▶ **Try it**
Copy each line of the records that includes "main".

▶ **Source data**
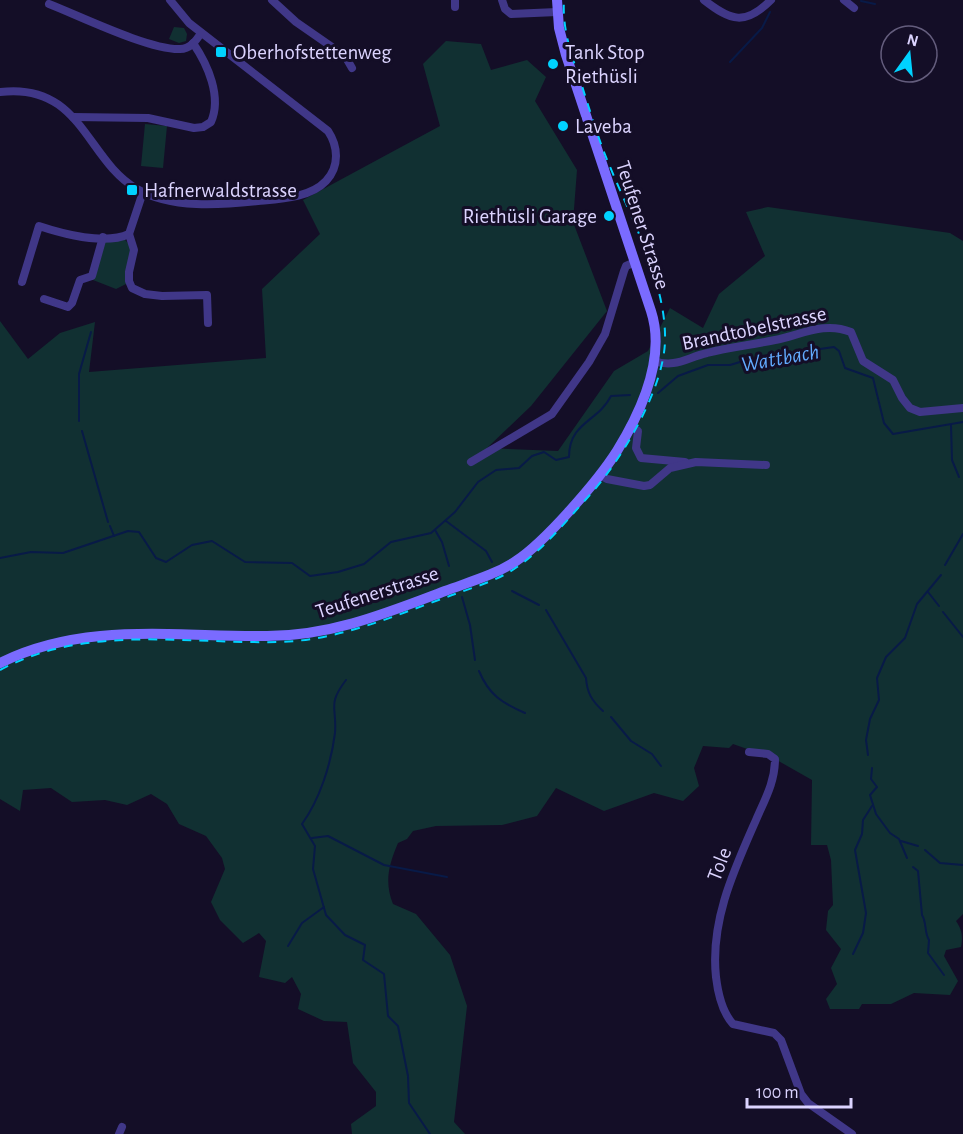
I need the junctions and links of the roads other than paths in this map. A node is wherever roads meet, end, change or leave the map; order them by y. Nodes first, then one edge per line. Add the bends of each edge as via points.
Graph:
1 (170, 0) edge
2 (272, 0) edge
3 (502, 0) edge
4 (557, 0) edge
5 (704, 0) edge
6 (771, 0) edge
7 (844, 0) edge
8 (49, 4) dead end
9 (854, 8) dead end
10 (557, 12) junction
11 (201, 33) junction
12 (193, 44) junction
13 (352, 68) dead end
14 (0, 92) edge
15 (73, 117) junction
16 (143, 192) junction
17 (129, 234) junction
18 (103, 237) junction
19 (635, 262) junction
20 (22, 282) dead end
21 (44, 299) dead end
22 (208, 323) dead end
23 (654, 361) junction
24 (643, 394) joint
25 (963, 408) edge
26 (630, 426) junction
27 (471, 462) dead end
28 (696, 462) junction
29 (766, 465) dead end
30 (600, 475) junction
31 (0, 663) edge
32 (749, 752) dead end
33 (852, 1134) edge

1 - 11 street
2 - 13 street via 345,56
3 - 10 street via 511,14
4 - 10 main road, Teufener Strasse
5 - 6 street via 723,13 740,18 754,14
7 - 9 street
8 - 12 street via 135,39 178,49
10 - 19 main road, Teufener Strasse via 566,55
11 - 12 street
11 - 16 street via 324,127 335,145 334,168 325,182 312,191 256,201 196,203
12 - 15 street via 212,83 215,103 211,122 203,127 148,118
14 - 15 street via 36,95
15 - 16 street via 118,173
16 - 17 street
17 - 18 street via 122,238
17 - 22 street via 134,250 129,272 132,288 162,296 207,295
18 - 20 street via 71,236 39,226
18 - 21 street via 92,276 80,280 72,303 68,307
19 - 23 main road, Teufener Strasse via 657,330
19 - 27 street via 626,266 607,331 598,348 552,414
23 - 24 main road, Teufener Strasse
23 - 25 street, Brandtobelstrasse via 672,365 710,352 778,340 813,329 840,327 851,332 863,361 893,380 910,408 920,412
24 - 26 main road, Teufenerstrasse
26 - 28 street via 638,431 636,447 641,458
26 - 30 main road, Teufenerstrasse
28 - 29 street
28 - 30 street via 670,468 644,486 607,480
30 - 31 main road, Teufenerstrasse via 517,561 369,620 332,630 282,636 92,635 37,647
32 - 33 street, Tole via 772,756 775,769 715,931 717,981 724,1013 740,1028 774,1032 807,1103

---

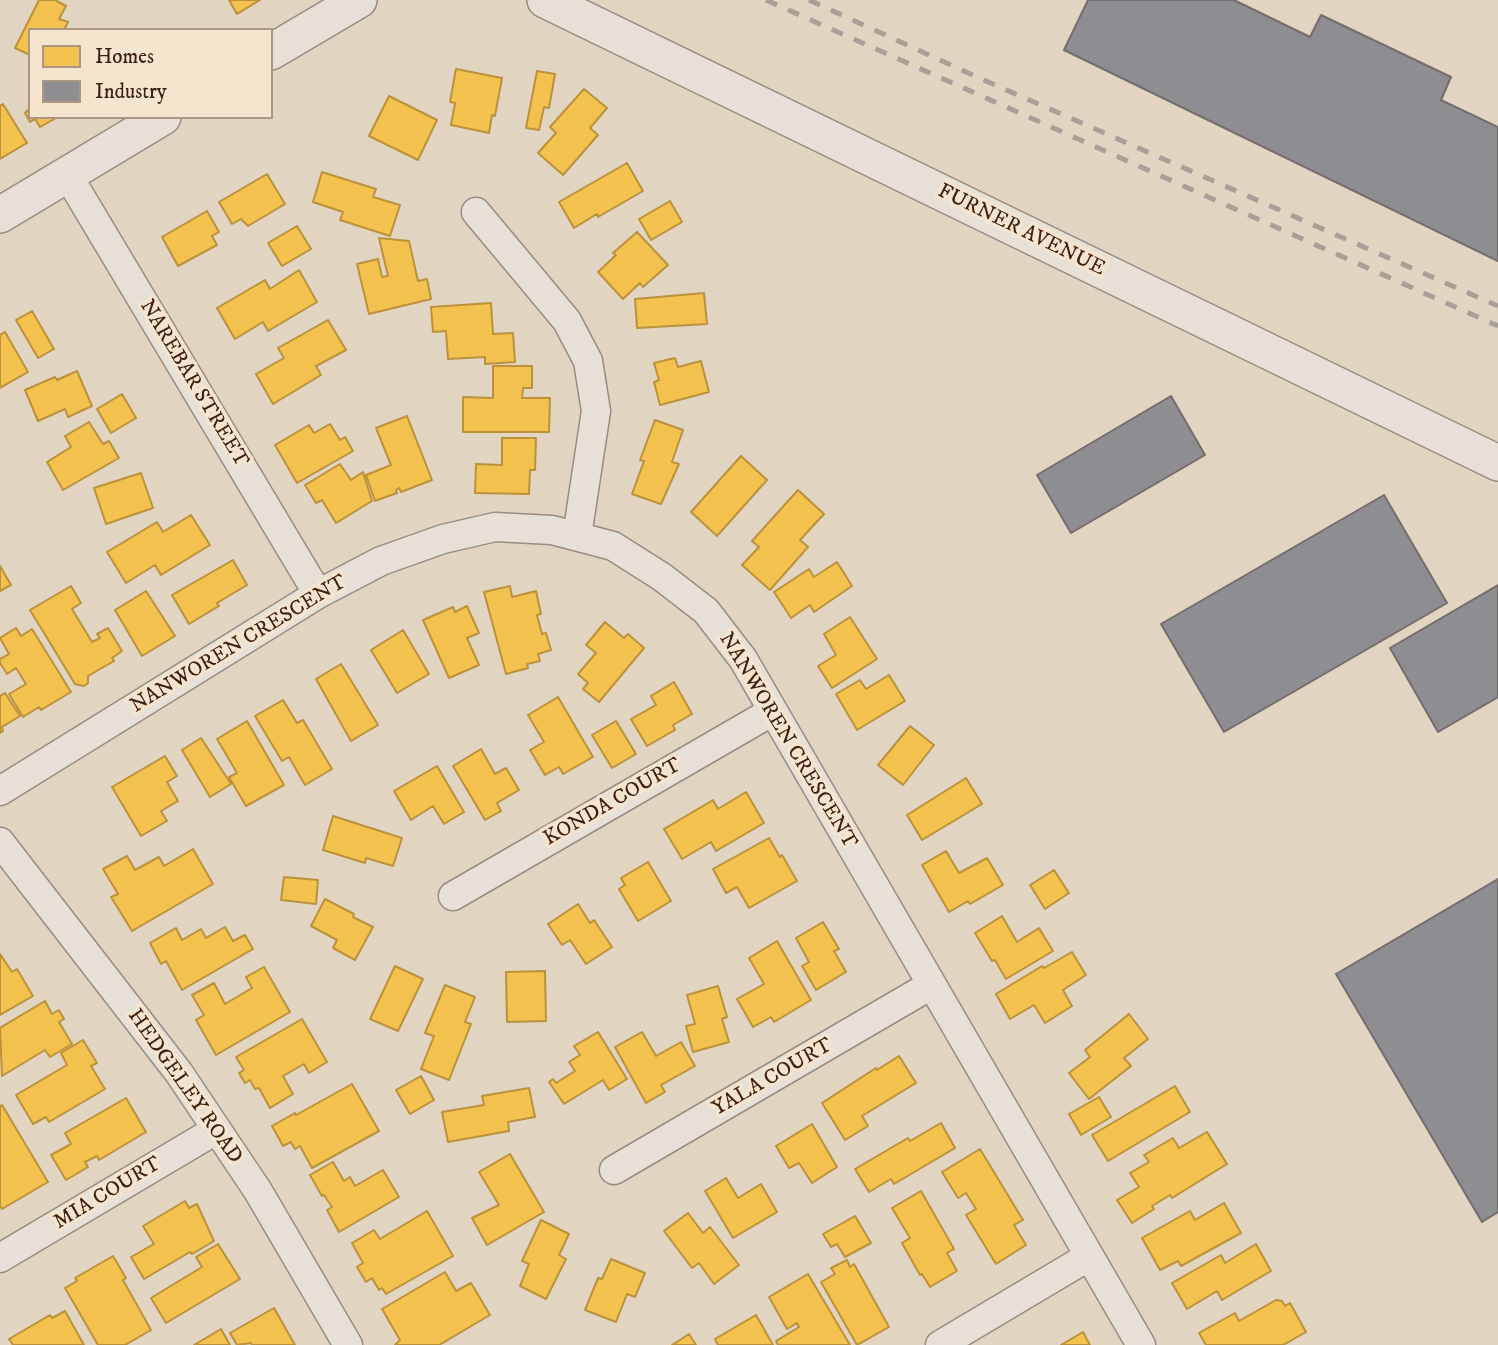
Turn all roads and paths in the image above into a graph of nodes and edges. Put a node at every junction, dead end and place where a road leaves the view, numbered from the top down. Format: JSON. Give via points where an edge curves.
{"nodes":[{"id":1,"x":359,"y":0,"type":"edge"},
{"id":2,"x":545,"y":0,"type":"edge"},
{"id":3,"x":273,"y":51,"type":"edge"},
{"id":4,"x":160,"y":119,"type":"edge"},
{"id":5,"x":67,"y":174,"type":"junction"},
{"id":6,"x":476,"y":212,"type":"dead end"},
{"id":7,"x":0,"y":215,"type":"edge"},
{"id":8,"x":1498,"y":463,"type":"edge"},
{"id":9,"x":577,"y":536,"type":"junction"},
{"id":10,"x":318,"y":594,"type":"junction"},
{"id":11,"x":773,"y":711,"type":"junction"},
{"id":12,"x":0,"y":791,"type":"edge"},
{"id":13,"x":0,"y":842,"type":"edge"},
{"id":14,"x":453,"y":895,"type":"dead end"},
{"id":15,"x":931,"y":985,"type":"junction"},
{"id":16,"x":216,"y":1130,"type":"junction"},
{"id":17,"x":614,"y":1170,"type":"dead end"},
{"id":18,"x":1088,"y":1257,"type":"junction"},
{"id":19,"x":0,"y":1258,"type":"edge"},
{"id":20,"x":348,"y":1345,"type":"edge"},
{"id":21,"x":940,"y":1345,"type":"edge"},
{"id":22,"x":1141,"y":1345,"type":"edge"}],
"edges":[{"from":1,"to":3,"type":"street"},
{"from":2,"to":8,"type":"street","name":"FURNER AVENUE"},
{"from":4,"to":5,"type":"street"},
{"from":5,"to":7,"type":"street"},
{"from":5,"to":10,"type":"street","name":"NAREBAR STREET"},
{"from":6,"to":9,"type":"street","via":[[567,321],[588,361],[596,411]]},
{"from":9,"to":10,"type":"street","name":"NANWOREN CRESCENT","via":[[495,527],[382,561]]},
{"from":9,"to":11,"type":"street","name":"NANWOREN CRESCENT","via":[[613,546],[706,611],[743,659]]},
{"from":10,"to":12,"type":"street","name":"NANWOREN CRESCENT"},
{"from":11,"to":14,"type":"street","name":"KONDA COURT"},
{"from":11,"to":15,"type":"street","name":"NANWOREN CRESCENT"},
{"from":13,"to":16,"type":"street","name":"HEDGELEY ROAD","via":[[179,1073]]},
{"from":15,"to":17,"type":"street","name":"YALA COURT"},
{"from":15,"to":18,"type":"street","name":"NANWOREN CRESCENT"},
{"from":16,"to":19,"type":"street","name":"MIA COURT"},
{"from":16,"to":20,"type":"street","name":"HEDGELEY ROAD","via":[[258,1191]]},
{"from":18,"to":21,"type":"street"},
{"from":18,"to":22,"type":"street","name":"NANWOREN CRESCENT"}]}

▶ **Problem solution**
4 - 10 main road, Teufener Strasse
10 - 19 main road, Teufener Strasse via 566,55
19 - 23 main road, Teufener Strasse via 657,330
23 - 24 main road, Teufener Strasse
24 - 26 main road, Teufenerstrasse
26 - 30 main road, Teufenerstrasse
30 - 31 main road, Teufenerstrasse via 517,561 369,620 332,630 282,636 92,635 37,647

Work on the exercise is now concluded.